Never, ever ever let it be said that Blitzer, who works at the neutral CNN, finds power exclusively in Democratic speeches. To wit:
*On the second day of the GOP convention, Blitzer stated: “Family, clearly, a very important theme in this Trump convention. Last night, it was Donald Trump’s wife, Melania, that had the prime speaking spot. But her message, which was a powerful, strong message, may have gotten lost in the aftermath because of similarities to the speech that Michelle Obama gave at the Democratic Convention back in 2008.” Which is to say, Obama’s 2008 speech was very powerful.

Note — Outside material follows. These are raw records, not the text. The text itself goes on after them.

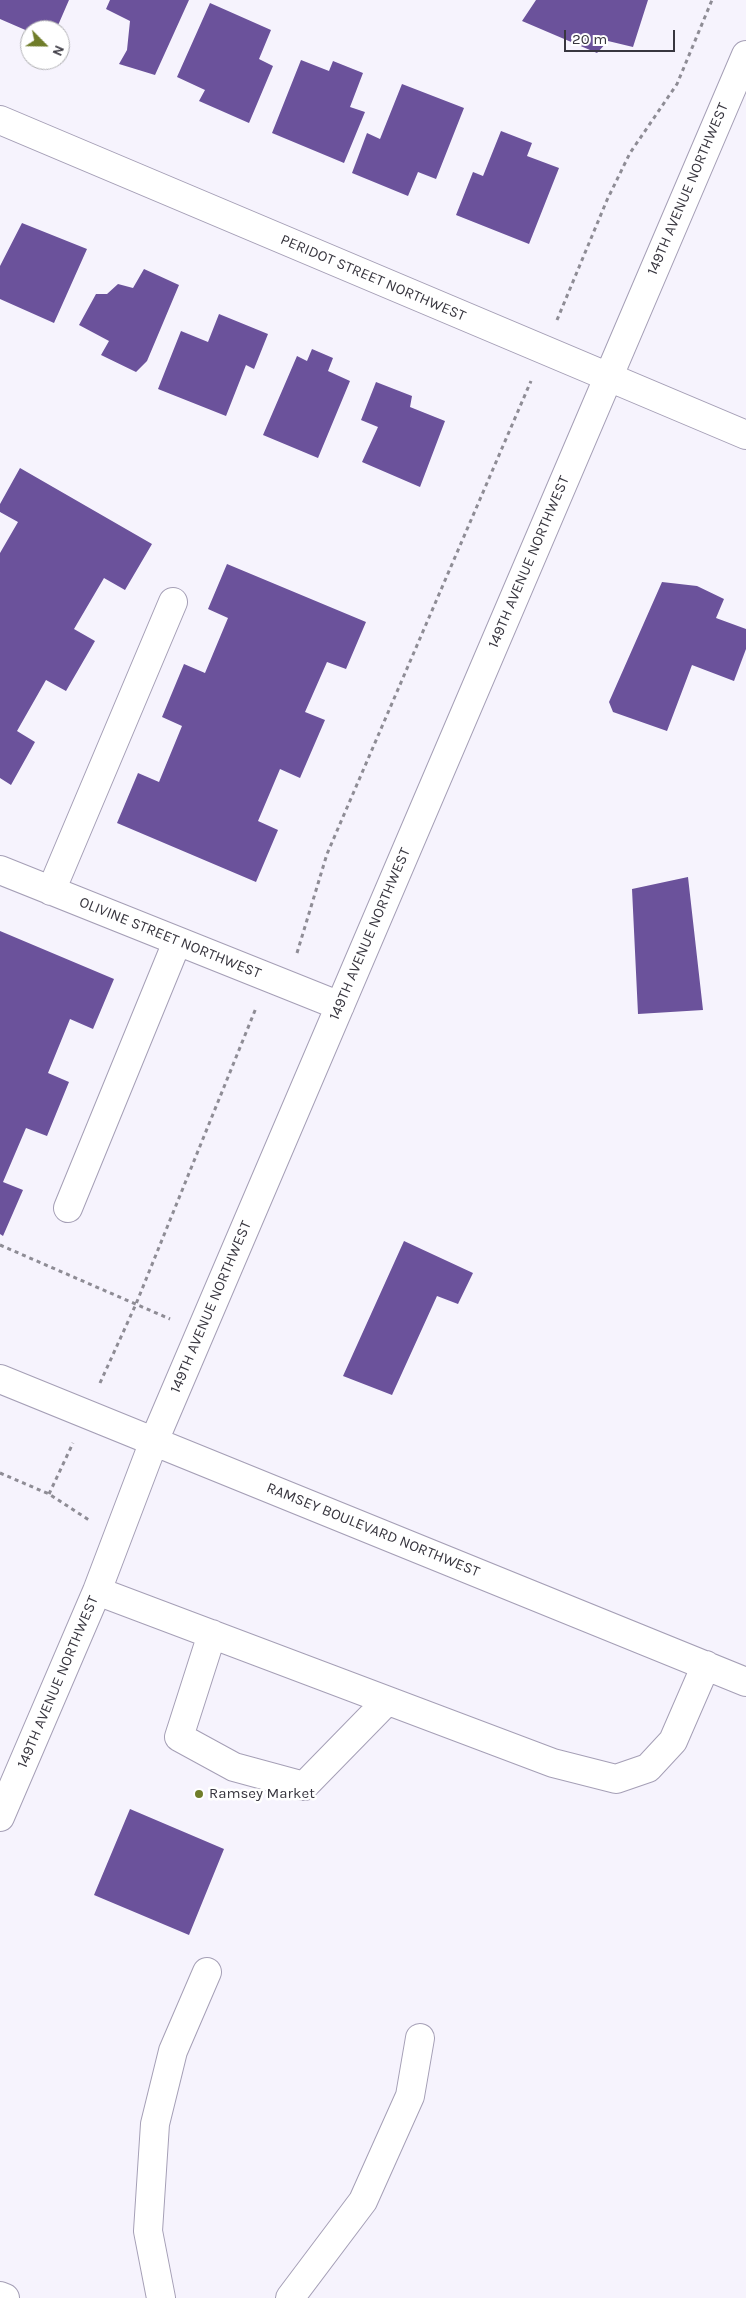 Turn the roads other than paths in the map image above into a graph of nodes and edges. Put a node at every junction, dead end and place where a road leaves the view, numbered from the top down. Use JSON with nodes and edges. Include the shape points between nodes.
{"nodes":[{"id":1,"x":746,"y":55,"type":"edge"},
{"id":2,"x":0,"y":120,"type":"edge"},
{"id":3,"x":608,"y":377,"type":"junction"},
{"id":4,"x":746,"y":435,"type":"edge"},
{"id":5,"x":173,"y":602,"type":"dead end"},
{"id":6,"x":0,"y":870,"type":"edge"},
{"id":7,"x":51,"y":891,"type":"junction"},
{"id":8,"x":178,"y":942,"type":"junction"},
{"id":9,"x":340,"y":1006,"type":"junction"},
{"id":10,"x":68,"y":1208,"type":"dead end"},
{"id":11,"x":0,"y":1379,"type":"edge"},
{"id":12,"x":154,"y":1441,"type":"junction"},
{"id":13,"x":97,"y":1591,"type":"junction"},
{"id":14,"x":212,"y":1634,"type":"junction"},
{"id":15,"x":706,"y":1665,"type":"junction"},
{"id":16,"x":746,"y":1682,"type":"edge"},
{"id":17,"x":387,"y":1701,"type":"junction"},
{"id":18,"x":0,"y":1816,"type":"edge"},
{"id":19,"x":206,"y":1972,"type":"dead end"},
{"id":20,"x":420,"y":2038,"type":"dead end"},
{"id":21,"x":0,"y":2296,"type":"edge"},
{"id":22,"x":5,"y":2298,"type":"edge"},
{"id":23,"x":161,"y":2298,"type":"edge"},
{"id":24,"x":290,"y":2298,"type":"edge"}],
"edges":[{"from":1,"to":3,"type":"street","name":"149TH AVENUE NORTHWEST"},
{"from":2,"to":3,"type":"street","name":"PERIDOT STREET NORTHWEST"},
{"from":3,"to":4,"type":"street","name":"PERIDOT STREET NORTHWEST"},
{"from":3,"to":9,"type":"street","name":"149TH AVENUE NORTHWEST"},
{"from":5,"to":7,"type":"street"},
{"from":6,"to":7,"type":"street","name":"OLIVINE STREET NORTHWEST"},
{"from":7,"to":8,"type":"street","name":"OLIVINE STREET NORTHWEST"},
{"from":8,"to":9,"type":"street","name":"OLIVINE STREET NORTHWEST"},
{"from":8,"to":10,"type":"street"},
{"from":9,"to":12,"type":"street","name":"149TH AVENUE NORTHWEST"},
{"from":11,"to":12,"type":"street","name":"RAMSEY BOULEVARD NORTHWEST"},
{"from":12,"to":13,"type":"street","name":"149TH AVENUE NORTHWEST"},
{"from":12,"to":15,"type":"street","name":"RAMSEY BOULEVARD NORTHWEST"},
{"from":13,"to":14,"type":"street"},
{"from":13,"to":18,"type":"street","name":"149TH AVENUE NORTHWEST"},
{"from":14,"to":17,"type":"street"},
{"from":14,"to":17,"type":"street","via":[[179,1737],[234,1768],[304,1786]]},
{"from":15,"to":16,"type":"street","name":"RAMSEY BOULEVARD NORTHWEST"},
{"from":15,"to":17,"type":"street","via":[[673,1741],[648,1768],[616,1779],[553,1763]]},
{"from":19,"to":23,"type":"street","via":[[173,2051],[155,2124],[148,2231]]},
{"from":20,"to":24,"type":"street","via":[[410,2096],[363,2201]]},
{"from":21,"to":22,"type":"street"}]} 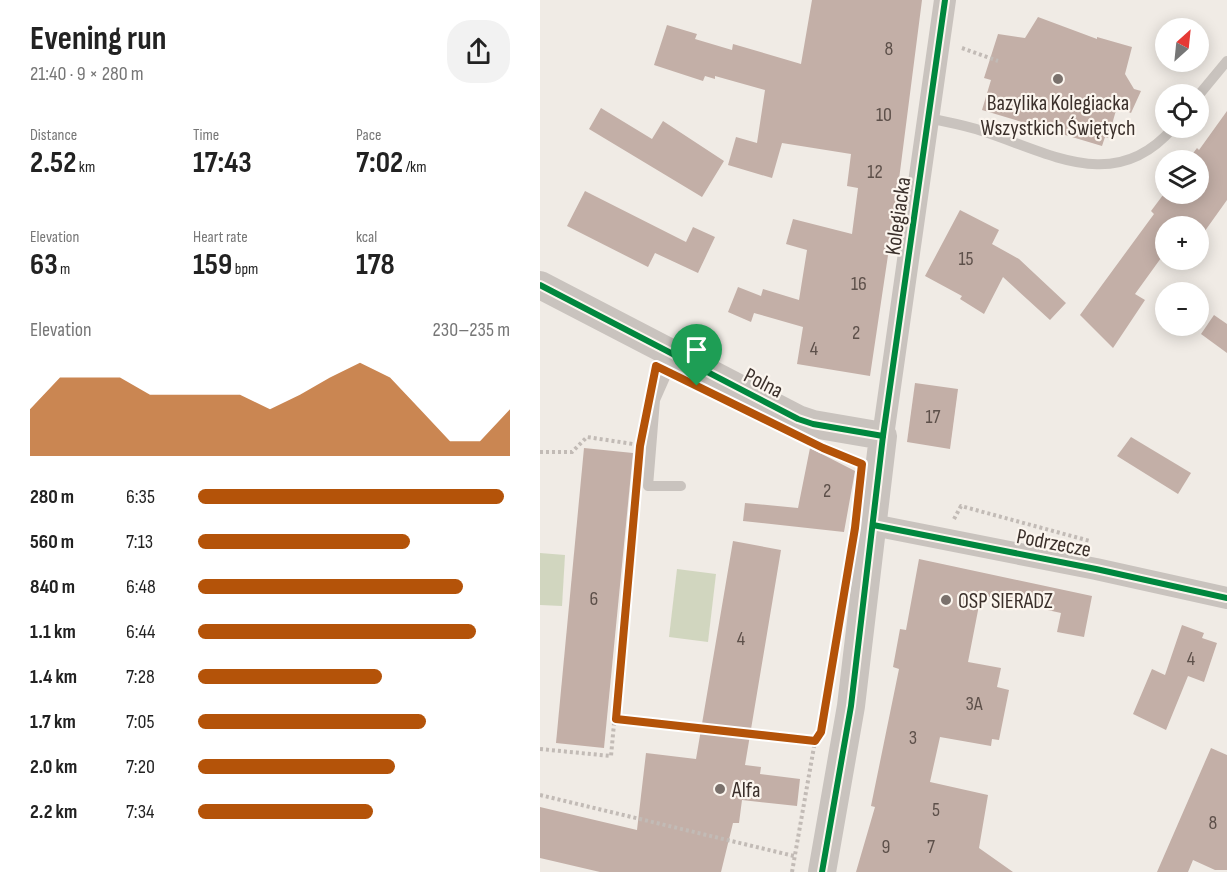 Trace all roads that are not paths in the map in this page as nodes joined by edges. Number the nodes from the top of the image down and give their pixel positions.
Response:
1 (945, 0) edge
2 (1227, 61) edge
3 (1208, 84) edge
4 (928, 118) junction
5 (1164, 138) edge
6 (540, 285) edge
7 (675, 357) junction
8 (883, 436) junction
9 (681, 486) dead end
10 (873, 525) junction
11 (1227, 598) edge
12 (822, 872) edge

1 - 4 street, Kolegiacka
2 - 3 lane
4 - 5 lane
4 - 8 street, Kolegiacka
6 - 7 street, Polna
7 - 8 street, Polna
7 - 9 lane
8 - 10 street
10 - 11 street, Podrzecze
10 - 12 street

*On the third night of the Republican National Convention, Blitzer said this of Donald Trump Jr.’s work: “He had a very powerful speech.”
All this “powerful” stuff surely has overwhelmed Blitzer’s colleagues this week. Again to wit, CNN’s Erin Burnett on Tuesday night said, “Ahead, the heavily anticipated appearance of Bill Clinton that is the keynote tonight — many are expecting an especially powerful appeal on behalf of his wife tonight.” (She was right, at least according to Blitzer). CNN’s Dana Bash on Monday: “And, you know, the beginning of the afternoon really, when they were gaveling in, and there was so much vocal animosity by many of the Bernie Sanders supporters, you didn’t hear any of that in the hall when Michelle Obama made that statement, which I think is incredibly powerful.” Bash, again, on Monday night: “Elizabeth Warren obviously, as you said, gave a very powerful populist message, what you’d expect from her.” CNN’s Anderson Cooper on Tuesday night: “The mothers of Trayvon Martin, Eric Garner, Michael Brown — they were on stage tonight. It was certainly a powerful moment for many in this hall and no doubt at home.” More Cooper: “First lady Michelle Obama brought the crowd to its feet with an emotional and powerful speech rejecting what many Democrats view as Trump’s dark view of America.”
Of course, we hyperbolized things a bit up top; Blitzer doesn’t compliment every speech in the same way. Gazing back at conventions past, he said this week, “Bill Clinton’s speech in 1988 — it was very long. It was criticized.” Not powerful at all.